Saved entries:
────
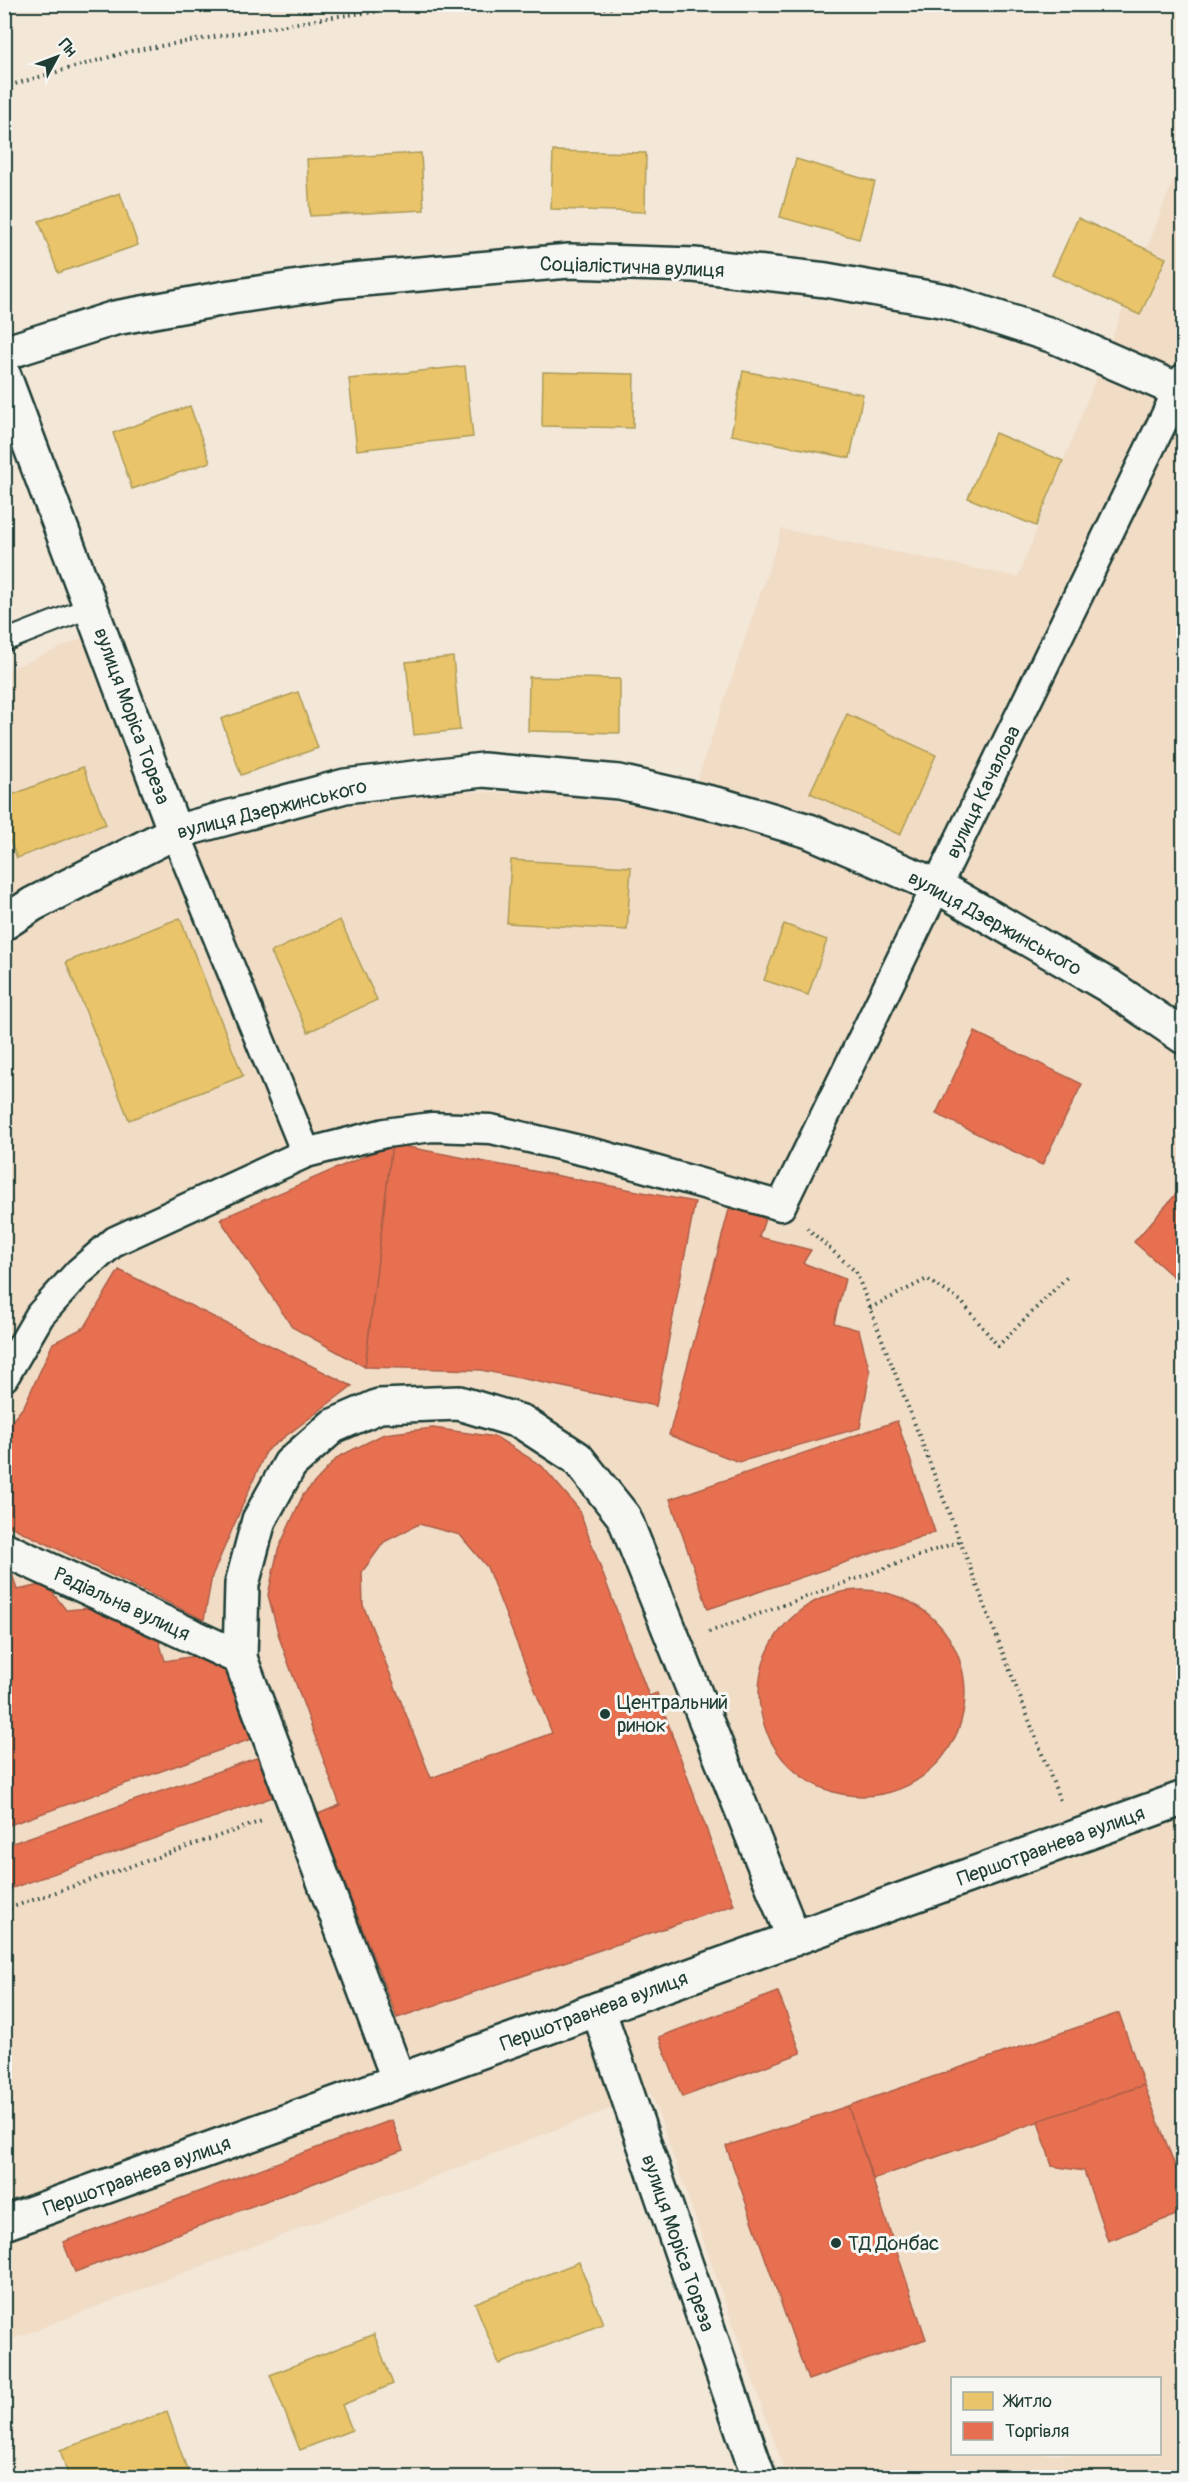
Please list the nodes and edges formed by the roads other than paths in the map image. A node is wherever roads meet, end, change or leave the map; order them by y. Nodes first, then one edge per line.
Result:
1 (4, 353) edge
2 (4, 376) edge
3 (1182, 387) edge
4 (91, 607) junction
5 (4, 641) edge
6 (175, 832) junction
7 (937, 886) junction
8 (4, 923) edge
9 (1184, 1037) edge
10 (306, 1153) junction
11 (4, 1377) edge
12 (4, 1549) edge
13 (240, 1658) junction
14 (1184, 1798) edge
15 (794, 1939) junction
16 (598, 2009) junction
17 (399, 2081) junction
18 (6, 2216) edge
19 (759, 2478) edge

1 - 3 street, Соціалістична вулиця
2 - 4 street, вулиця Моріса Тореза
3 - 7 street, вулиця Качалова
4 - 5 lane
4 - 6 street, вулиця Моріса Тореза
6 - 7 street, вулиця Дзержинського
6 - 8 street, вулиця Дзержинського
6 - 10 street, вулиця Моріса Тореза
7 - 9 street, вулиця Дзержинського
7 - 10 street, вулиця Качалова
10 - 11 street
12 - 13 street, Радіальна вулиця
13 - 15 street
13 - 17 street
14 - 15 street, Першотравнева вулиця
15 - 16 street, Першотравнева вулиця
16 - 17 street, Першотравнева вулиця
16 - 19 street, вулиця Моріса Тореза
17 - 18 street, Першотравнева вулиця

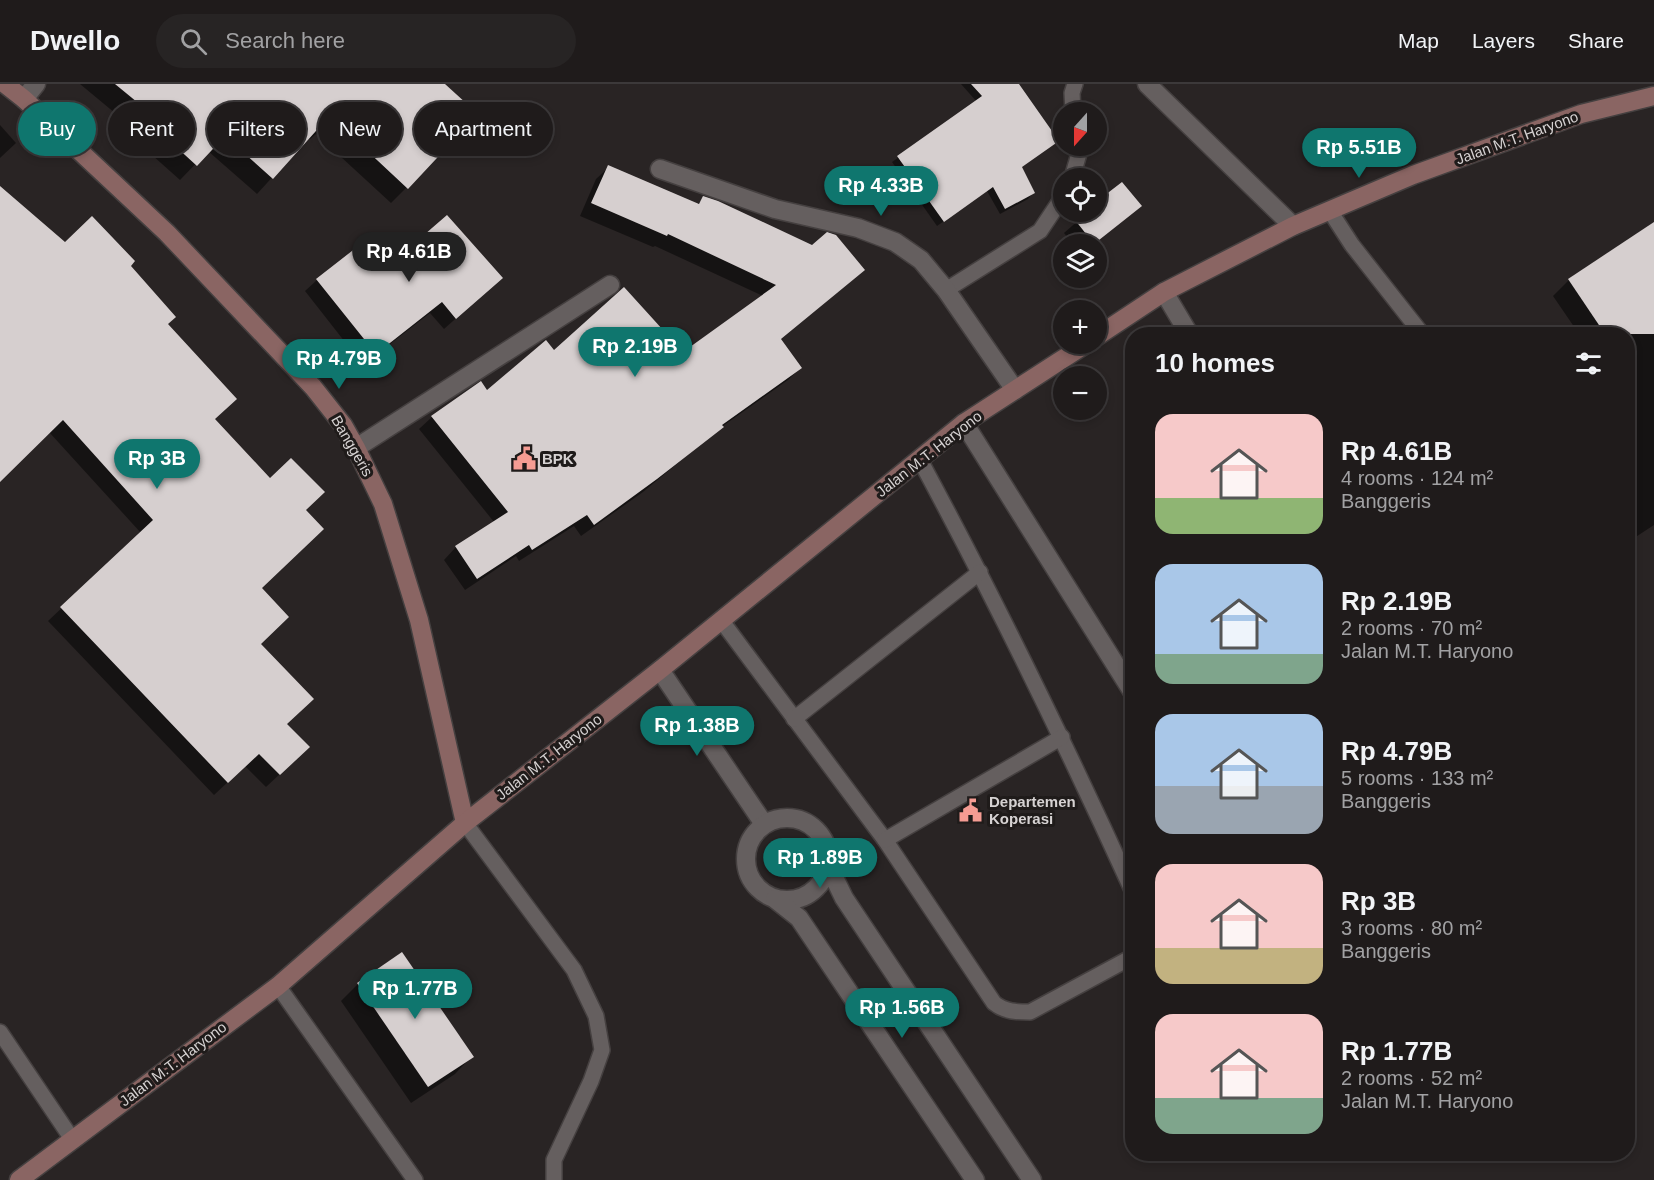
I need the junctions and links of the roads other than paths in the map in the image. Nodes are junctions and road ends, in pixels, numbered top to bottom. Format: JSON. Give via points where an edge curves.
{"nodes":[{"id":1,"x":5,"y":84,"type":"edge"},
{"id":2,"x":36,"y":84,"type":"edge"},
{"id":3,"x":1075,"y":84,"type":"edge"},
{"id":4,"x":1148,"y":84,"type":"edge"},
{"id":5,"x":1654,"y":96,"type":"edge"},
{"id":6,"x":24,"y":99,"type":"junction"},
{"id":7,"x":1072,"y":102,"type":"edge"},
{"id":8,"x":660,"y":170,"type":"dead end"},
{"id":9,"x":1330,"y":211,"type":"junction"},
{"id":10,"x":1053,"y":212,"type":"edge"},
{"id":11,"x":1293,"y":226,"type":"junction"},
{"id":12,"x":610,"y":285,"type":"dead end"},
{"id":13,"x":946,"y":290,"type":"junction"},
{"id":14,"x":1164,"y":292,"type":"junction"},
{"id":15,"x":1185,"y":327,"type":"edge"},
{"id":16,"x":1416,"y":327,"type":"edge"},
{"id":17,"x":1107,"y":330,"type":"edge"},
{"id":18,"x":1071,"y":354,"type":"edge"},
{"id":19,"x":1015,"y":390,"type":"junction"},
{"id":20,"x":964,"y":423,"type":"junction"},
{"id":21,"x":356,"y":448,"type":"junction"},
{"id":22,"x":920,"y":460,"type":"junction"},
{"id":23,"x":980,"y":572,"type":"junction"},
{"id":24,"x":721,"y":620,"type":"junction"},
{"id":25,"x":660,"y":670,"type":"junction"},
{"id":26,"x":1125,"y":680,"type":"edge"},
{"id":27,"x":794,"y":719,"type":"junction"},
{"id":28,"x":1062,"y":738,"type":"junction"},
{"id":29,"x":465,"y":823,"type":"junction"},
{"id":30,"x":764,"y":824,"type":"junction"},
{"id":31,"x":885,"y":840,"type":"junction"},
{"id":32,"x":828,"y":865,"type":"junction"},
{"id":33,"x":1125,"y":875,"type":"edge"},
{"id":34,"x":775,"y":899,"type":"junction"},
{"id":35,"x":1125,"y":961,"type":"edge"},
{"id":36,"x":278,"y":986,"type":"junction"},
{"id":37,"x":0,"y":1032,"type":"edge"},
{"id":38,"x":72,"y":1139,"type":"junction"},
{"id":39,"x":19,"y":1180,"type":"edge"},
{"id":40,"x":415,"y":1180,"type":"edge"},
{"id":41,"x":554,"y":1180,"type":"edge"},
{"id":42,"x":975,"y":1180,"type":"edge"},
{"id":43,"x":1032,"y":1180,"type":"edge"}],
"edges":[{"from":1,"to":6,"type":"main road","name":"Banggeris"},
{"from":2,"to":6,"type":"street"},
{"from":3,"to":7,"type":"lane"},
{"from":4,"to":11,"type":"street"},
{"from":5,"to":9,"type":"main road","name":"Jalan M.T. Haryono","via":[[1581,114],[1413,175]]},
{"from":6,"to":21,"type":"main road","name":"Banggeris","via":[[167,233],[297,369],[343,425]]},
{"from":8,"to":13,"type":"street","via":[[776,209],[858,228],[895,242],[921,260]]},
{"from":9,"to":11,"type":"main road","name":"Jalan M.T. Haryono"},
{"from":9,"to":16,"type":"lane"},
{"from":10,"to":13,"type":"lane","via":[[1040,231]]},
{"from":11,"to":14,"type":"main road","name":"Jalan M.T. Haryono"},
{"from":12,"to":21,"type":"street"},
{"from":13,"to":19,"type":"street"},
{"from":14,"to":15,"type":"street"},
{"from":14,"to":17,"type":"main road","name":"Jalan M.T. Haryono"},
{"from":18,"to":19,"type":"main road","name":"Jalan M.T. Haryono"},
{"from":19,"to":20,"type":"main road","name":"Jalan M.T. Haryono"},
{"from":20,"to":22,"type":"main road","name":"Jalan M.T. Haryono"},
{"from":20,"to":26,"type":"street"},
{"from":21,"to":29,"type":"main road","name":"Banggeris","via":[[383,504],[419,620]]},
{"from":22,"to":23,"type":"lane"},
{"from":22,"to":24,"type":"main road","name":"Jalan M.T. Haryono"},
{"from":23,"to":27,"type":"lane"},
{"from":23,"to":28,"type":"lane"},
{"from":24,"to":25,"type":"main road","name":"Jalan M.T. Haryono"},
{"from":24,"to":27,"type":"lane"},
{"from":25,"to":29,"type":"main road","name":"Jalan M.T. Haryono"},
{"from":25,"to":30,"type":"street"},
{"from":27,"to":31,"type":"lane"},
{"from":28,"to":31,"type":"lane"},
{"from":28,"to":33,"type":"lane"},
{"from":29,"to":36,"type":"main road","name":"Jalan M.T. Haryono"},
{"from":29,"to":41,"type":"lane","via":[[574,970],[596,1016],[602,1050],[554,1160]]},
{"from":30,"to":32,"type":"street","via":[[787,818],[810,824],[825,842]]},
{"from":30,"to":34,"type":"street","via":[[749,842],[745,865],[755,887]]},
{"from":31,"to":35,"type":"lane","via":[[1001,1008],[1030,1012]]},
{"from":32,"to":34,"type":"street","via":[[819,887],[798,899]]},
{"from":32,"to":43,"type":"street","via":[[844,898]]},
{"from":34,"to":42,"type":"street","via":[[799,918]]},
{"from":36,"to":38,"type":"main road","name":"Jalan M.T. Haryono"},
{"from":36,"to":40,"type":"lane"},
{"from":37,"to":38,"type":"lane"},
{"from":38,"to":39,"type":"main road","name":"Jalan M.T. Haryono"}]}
────
What you will do
Line by line, retype the records above exactly, minus the images.

Exercise solution
Please list the nodes and edges formed by the roads other than paths in the map image. A node is wherever roads meet, end, change or leave the map; order them by y. Nodes first, then one edge per line.
Result:
1 (4, 353) edge
2 (4, 376) edge
3 (1182, 387) edge
4 (91, 607) junction
5 (4, 641) edge
6 (175, 832) junction
7 (937, 886) junction
8 (4, 923) edge
9 (1184, 1037) edge
10 (306, 1153) junction
11 (4, 1377) edge
12 (4, 1549) edge
13 (240, 1658) junction
14 (1184, 1798) edge
15 (794, 1939) junction
16 (598, 2009) junction
17 (399, 2081) junction
18 (6, 2216) edge
19 (759, 2478) edge

1 - 3 street, Соціалістична вулиця
2 - 4 street, вулиця Моріса Тореза
3 - 7 street, вулиця Качалова
4 - 5 lane
4 - 6 street, вулиця Моріса Тореза
6 - 7 street, вулиця Дзержинського
6 - 8 street, вулиця Дзержинського
6 - 10 street, вулиця Моріса Тореза
7 - 9 street, вулиця Дзержинського
7 - 10 street, вулиця Качалова
10 - 11 street
12 - 13 street, Радіальна вулиця
13 - 15 street
13 - 17 street
14 - 15 street, Першотравнева вулиця
15 - 16 street, Першотравнева вулиця
16 - 17 street, Першотравнева вулиця
16 - 19 street, вулиця Моріса Тореза
17 - 18 street, Першотравнева вулиця

I need the junctions and links of the roads other than paths in the map in the image. Nodes are junctions and road ends, in pixels, numbered top to bottom. Format: JSON. Give via points where an edge curves.
{"nodes":[{"id":1,"x":5,"y":84,"type":"edge"},
{"id":2,"x":36,"y":84,"type":"edge"},
{"id":3,"x":1075,"y":84,"type":"edge"},
{"id":4,"x":1148,"y":84,"type":"edge"},
{"id":5,"x":1654,"y":96,"type":"edge"},
{"id":6,"x":24,"y":99,"type":"junction"},
{"id":7,"x":1072,"y":102,"type":"edge"},
{"id":8,"x":660,"y":170,"type":"dead end"},
{"id":9,"x":1330,"y":211,"type":"junction"},
{"id":10,"x":1053,"y":212,"type":"edge"},
{"id":11,"x":1293,"y":226,"type":"junction"},
{"id":12,"x":610,"y":285,"type":"dead end"},
{"id":13,"x":946,"y":290,"type":"junction"},
{"id":14,"x":1164,"y":292,"type":"junction"},
{"id":15,"x":1185,"y":327,"type":"edge"},
{"id":16,"x":1416,"y":327,"type":"edge"},
{"id":17,"x":1107,"y":330,"type":"edge"},
{"id":18,"x":1071,"y":354,"type":"edge"},
{"id":19,"x":1015,"y":390,"type":"junction"},
{"id":20,"x":964,"y":423,"type":"junction"},
{"id":21,"x":356,"y":448,"type":"junction"},
{"id":22,"x":920,"y":460,"type":"junction"},
{"id":23,"x":980,"y":572,"type":"junction"},
{"id":24,"x":721,"y":620,"type":"junction"},
{"id":25,"x":660,"y":670,"type":"junction"},
{"id":26,"x":1125,"y":680,"type":"edge"},
{"id":27,"x":794,"y":719,"type":"junction"},
{"id":28,"x":1062,"y":738,"type":"junction"},
{"id":29,"x":465,"y":823,"type":"junction"},
{"id":30,"x":764,"y":824,"type":"junction"},
{"id":31,"x":885,"y":840,"type":"junction"},
{"id":32,"x":828,"y":865,"type":"junction"},
{"id":33,"x":1125,"y":875,"type":"edge"},
{"id":34,"x":775,"y":899,"type":"junction"},
{"id":35,"x":1125,"y":961,"type":"edge"},
{"id":36,"x":278,"y":986,"type":"junction"},
{"id":37,"x":0,"y":1032,"type":"edge"},
{"id":38,"x":72,"y":1139,"type":"junction"},
{"id":39,"x":19,"y":1180,"type":"edge"},
{"id":40,"x":415,"y":1180,"type":"edge"},
{"id":41,"x":554,"y":1180,"type":"edge"},
{"id":42,"x":975,"y":1180,"type":"edge"},
{"id":43,"x":1032,"y":1180,"type":"edge"}],
"edges":[{"from":1,"to":6,"type":"main road","name":"Banggeris"},
{"from":2,"to":6,"type":"street"},
{"from":3,"to":7,"type":"lane"},
{"from":4,"to":11,"type":"street"},
{"from":5,"to":9,"type":"main road","name":"Jalan M.T. Haryono","via":[[1581,114],[1413,175]]},
{"from":6,"to":21,"type":"main road","name":"Banggeris","via":[[167,233],[297,369],[343,425]]},
{"from":8,"to":13,"type":"street","via":[[776,209],[858,228],[895,242],[921,260]]},
{"from":9,"to":11,"type":"main road","name":"Jalan M.T. Haryono"},
{"from":9,"to":16,"type":"lane"},
{"from":10,"to":13,"type":"lane","via":[[1040,231]]},
{"from":11,"to":14,"type":"main road","name":"Jalan M.T. Haryono"},
{"from":12,"to":21,"type":"street"},
{"from":13,"to":19,"type":"street"},
{"from":14,"to":15,"type":"street"},
{"from":14,"to":17,"type":"main road","name":"Jalan M.T. Haryono"},
{"from":18,"to":19,"type":"main road","name":"Jalan M.T. Haryono"},
{"from":19,"to":20,"type":"main road","name":"Jalan M.T. Haryono"},
{"from":20,"to":22,"type":"main road","name":"Jalan M.T. Haryono"},
{"from":20,"to":26,"type":"street"},
{"from":21,"to":29,"type":"main road","name":"Banggeris","via":[[383,504],[419,620]]},
{"from":22,"to":23,"type":"lane"},
{"from":22,"to":24,"type":"main road","name":"Jalan M.T. Haryono"},
{"from":23,"to":27,"type":"lane"},
{"from":23,"to":28,"type":"lane"},
{"from":24,"to":25,"type":"main road","name":"Jalan M.T. Haryono"},
{"from":24,"to":27,"type":"lane"},
{"from":25,"to":29,"type":"main road","name":"Jalan M.T. Haryono"},
{"from":25,"to":30,"type":"street"},
{"from":27,"to":31,"type":"lane"},
{"from":28,"to":31,"type":"lane"},
{"from":28,"to":33,"type":"lane"},
{"from":29,"to":36,"type":"main road","name":"Jalan M.T. Haryono"},
{"from":29,"to":41,"type":"lane","via":[[574,970],[596,1016],[602,1050],[554,1160]]},
{"from":30,"to":32,"type":"street","via":[[787,818],[810,824],[825,842]]},
{"from":30,"to":34,"type":"street","via":[[749,842],[745,865],[755,887]]},
{"from":31,"to":35,"type":"lane","via":[[1001,1008],[1030,1012]]},
{"from":32,"to":34,"type":"street","via":[[819,887],[798,899]]},
{"from":32,"to":43,"type":"street","via":[[844,898]]},
{"from":34,"to":42,"type":"street","via":[[799,918]]},
{"from":36,"to":38,"type":"main road","name":"Jalan M.T. Haryono"},
{"from":36,"to":40,"type":"lane"},
{"from":37,"to":38,"type":"lane"},
{"from":38,"to":39,"type":"main road","name":"Jalan M.T. Haryono"}]}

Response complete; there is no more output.